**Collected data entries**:
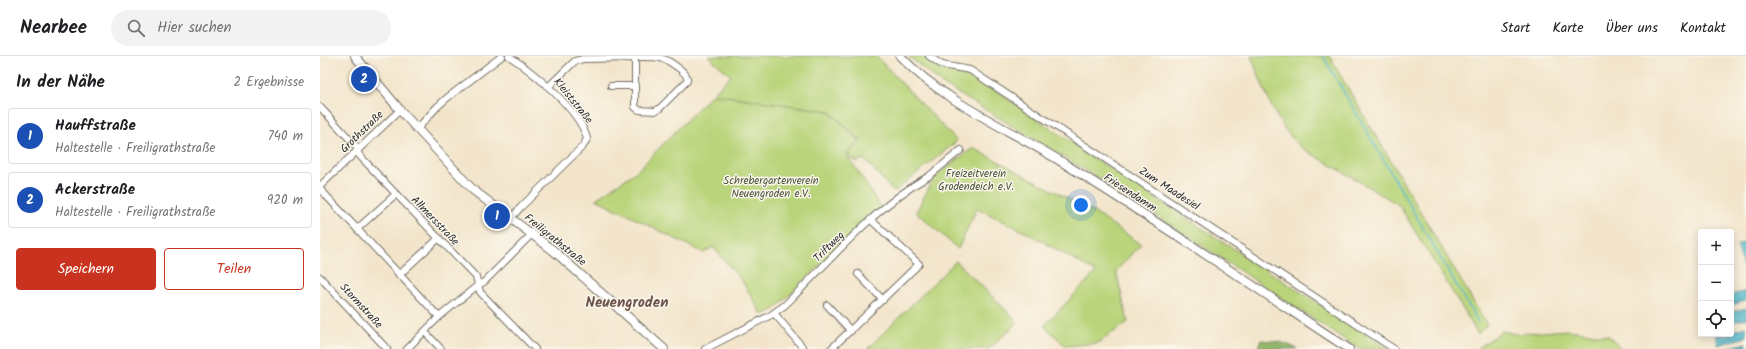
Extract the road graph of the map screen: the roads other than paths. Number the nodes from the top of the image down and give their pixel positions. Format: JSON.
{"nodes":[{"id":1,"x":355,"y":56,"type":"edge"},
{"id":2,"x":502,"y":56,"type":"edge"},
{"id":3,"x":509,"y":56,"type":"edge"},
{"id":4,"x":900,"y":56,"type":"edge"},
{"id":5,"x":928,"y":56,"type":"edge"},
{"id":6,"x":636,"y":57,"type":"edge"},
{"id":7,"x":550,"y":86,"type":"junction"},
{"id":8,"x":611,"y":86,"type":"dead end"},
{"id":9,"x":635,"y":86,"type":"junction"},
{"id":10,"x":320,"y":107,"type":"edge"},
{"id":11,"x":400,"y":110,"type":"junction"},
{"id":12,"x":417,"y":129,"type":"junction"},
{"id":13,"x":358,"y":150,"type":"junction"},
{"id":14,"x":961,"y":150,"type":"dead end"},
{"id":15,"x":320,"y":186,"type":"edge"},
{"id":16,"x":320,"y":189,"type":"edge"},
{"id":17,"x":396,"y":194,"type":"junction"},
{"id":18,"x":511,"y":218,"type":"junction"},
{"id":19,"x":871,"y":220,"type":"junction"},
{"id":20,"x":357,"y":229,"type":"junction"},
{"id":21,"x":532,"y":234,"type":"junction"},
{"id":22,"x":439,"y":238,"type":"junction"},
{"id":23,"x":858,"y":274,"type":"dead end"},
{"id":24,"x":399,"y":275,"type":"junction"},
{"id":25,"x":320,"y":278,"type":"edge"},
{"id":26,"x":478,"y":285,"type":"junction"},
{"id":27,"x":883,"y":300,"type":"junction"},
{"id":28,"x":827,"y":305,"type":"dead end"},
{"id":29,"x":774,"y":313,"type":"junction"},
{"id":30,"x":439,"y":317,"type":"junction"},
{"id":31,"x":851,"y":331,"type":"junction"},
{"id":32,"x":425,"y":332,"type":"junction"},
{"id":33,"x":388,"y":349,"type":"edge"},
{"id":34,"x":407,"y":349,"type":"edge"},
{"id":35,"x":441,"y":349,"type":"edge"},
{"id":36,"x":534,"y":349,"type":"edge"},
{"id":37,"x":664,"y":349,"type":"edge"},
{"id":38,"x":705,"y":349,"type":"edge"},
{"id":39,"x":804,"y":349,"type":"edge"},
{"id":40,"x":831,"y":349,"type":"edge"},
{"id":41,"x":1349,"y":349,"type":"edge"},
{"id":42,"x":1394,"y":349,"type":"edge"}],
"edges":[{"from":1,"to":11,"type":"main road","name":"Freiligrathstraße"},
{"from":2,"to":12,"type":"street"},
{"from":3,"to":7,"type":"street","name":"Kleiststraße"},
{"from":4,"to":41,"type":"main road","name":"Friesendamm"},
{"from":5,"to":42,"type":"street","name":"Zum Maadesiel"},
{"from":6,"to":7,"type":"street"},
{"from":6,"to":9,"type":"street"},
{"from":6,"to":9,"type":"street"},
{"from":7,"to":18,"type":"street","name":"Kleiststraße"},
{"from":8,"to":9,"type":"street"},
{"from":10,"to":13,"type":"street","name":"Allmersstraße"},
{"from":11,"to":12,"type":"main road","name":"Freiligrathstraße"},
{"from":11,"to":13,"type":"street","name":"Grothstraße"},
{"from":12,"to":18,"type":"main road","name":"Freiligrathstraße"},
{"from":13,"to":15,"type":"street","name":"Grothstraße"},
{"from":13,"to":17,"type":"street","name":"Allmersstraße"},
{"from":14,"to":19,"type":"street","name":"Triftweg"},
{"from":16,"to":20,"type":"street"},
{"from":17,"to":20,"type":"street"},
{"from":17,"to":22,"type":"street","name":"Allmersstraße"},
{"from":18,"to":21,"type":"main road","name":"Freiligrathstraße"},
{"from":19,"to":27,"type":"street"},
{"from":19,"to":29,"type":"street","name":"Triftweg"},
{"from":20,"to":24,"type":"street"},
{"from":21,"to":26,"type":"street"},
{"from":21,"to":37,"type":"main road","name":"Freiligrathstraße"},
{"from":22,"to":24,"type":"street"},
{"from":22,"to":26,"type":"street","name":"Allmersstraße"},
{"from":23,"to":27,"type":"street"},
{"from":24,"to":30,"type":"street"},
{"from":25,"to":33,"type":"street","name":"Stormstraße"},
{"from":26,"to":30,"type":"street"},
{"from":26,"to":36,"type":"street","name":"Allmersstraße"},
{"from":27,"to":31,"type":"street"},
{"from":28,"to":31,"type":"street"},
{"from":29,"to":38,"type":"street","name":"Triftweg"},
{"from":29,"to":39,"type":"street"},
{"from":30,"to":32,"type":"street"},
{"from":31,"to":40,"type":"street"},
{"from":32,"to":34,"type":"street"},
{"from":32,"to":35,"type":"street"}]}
* * *
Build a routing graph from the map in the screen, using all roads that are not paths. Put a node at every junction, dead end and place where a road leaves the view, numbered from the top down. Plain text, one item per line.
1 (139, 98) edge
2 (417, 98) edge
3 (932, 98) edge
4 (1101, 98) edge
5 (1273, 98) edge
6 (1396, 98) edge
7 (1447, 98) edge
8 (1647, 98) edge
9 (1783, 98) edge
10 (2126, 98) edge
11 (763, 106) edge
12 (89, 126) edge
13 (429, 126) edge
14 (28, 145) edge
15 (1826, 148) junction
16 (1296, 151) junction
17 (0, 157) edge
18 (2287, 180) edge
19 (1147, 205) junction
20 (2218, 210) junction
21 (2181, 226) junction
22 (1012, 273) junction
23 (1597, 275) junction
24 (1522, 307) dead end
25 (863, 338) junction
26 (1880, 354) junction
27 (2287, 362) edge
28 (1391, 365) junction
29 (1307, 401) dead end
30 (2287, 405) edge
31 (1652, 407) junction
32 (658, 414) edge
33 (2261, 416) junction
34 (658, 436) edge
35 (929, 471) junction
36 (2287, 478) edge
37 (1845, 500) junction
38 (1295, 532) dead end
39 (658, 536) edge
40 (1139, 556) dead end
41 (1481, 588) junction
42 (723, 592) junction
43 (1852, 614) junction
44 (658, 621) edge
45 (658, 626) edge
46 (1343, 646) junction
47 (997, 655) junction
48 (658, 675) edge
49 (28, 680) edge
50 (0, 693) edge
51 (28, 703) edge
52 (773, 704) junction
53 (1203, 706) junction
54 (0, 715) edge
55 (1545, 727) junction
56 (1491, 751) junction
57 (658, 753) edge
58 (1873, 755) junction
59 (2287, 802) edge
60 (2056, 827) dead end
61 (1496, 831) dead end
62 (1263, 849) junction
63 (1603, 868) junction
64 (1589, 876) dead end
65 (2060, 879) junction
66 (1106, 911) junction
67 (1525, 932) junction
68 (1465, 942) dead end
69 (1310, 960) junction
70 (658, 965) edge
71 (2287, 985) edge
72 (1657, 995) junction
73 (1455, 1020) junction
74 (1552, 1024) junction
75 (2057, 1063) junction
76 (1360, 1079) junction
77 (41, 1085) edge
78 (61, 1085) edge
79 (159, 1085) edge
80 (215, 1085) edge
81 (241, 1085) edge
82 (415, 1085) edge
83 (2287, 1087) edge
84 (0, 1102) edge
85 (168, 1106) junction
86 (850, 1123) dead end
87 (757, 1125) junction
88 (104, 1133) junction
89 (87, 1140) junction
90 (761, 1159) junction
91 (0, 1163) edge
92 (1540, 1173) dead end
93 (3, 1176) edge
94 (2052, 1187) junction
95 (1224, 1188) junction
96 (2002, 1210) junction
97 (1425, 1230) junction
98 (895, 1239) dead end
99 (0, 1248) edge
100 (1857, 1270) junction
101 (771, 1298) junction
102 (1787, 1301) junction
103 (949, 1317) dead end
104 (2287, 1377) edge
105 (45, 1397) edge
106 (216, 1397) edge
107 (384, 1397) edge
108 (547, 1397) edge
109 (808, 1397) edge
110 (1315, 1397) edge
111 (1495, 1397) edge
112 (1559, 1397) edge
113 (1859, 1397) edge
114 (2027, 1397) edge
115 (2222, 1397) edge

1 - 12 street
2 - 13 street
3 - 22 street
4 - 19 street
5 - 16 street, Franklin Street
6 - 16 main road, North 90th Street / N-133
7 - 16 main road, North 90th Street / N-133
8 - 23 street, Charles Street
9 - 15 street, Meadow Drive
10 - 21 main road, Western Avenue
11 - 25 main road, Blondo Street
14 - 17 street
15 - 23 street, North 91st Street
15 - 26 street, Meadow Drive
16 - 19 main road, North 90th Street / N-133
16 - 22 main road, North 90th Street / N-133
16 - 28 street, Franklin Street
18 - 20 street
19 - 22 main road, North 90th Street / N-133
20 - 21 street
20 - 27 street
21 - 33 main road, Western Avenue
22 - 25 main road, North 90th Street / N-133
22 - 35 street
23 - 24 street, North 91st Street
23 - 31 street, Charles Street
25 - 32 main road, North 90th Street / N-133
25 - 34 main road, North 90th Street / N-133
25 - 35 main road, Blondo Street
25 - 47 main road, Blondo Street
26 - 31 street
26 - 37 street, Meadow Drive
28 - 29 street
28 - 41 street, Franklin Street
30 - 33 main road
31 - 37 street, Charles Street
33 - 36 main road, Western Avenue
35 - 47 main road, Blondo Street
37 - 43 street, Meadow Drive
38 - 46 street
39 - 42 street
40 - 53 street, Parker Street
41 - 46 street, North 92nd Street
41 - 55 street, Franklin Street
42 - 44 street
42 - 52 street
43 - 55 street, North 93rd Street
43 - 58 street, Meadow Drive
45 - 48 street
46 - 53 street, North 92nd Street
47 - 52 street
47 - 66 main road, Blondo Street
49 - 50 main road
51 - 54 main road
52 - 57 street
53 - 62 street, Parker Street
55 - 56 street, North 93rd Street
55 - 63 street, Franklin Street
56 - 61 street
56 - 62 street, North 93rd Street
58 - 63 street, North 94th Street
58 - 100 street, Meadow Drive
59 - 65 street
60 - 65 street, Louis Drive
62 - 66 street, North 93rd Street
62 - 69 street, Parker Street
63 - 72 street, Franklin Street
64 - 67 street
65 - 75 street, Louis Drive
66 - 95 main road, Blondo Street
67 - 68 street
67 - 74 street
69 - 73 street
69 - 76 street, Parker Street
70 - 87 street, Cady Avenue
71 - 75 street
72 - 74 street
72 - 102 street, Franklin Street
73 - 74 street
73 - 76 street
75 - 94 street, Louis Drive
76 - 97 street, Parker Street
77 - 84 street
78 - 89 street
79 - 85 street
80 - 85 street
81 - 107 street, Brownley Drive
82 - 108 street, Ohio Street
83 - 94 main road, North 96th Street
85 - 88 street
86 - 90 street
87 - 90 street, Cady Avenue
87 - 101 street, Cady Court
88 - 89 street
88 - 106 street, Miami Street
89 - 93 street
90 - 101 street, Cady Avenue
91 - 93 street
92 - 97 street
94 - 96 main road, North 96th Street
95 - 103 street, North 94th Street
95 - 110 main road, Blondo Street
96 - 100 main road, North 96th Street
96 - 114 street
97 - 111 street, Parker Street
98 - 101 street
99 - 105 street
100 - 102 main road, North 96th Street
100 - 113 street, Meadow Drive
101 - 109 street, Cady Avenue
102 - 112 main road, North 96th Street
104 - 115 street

**What you have to do**: Take every line from the records above that has the word "Western" and copy it.

**Written solution**:
10 - 21 main road, Western Avenue
21 - 33 main road, Western Avenue
33 - 36 main road, Western Avenue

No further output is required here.